First, yes – there is a general tendency towards dispositional attitude.  They started with 100-items and had people rate them on a 7-point Likert scale from extremely unfavorable to extremely favorable.  They included a wide variety of items, from “abortion on demand” to “mullets.”  Then they were able to winnow it down to a 16-item list (without the political hot buttons) that reliably predicts someone’s general dispositional attitude.  The final list includes some items that are generally considered strongly negative, mildly negative, mildly positive, and strongly positive (check out the paper for the full list).  Using this instrument, they were able to predict people’s dispositional tendency towards new items not on the list.  Not for a single item, because obviously even a positively disposed personal might still hate paying taxes or sausage pizza.  And a negatively disposed person might still like chocolate or World Cup soccer.  But on average it can predict whether you are a fuddy duddy or a Pollyanna. 
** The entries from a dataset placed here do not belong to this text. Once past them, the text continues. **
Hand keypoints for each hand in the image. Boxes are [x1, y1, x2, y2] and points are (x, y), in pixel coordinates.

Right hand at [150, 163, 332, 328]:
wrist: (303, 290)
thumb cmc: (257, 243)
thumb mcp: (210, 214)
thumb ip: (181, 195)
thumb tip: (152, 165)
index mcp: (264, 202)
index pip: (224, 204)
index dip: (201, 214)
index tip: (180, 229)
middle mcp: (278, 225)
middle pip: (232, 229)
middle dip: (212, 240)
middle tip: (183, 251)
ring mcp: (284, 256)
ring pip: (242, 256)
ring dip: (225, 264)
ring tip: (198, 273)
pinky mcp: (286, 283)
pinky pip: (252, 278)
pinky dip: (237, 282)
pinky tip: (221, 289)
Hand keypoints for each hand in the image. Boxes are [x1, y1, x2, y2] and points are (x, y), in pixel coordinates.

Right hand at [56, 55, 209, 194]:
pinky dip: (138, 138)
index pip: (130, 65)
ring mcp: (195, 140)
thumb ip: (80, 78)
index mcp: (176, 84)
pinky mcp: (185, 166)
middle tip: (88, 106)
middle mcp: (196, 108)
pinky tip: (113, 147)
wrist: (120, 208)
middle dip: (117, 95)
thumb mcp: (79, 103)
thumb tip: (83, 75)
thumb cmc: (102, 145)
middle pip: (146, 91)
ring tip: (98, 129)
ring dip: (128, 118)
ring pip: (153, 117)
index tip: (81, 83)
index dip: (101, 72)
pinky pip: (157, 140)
Then they tested the convergent and discriminant validity.  It turns out that this dispositional attitude is correlated with other scales like openness, extraversion, and self-esteem.  It is negatively correlated with neuroticism, behavioral inhibition, and prevention-focus.  It is uncorrelated with conscientiousness and imagination.  So we can start to see why this is an important finding in personality psychology.

But here is how it can be used in HF.  We often test systems by asking users whether they like a design or a system – often on a similar 7-point Likert scale.  If they rate it above neutral (say a 5 out of 7) then we assume they like it and if they rate it below neutral (say a 3 out of 7) then we assume they dislike it.  But this kind of measure can be made even more accurate (sensitive, precise, and valid) if we spend two minutes getting a customized baseline for each person using the dispositional attitude scale.  If a person who has a dispositional baseline of 2 rates your design as a 3, that is actually positive.  And if a person who has a dispositional baseline of 6 rates your design as a 5, that is actually negative.  And perhaps more importantly, a person with a dispositional baseline of 6 who rates your design as a 2, that indicates a serious dislike that you might not realize otherwise.  So instead of recording the raw Likert scale ratings of your system, you should record the difference between their rating of your system and the dispositional baseline.  It only adds 2 minutes to your study but it can make your results much more useful.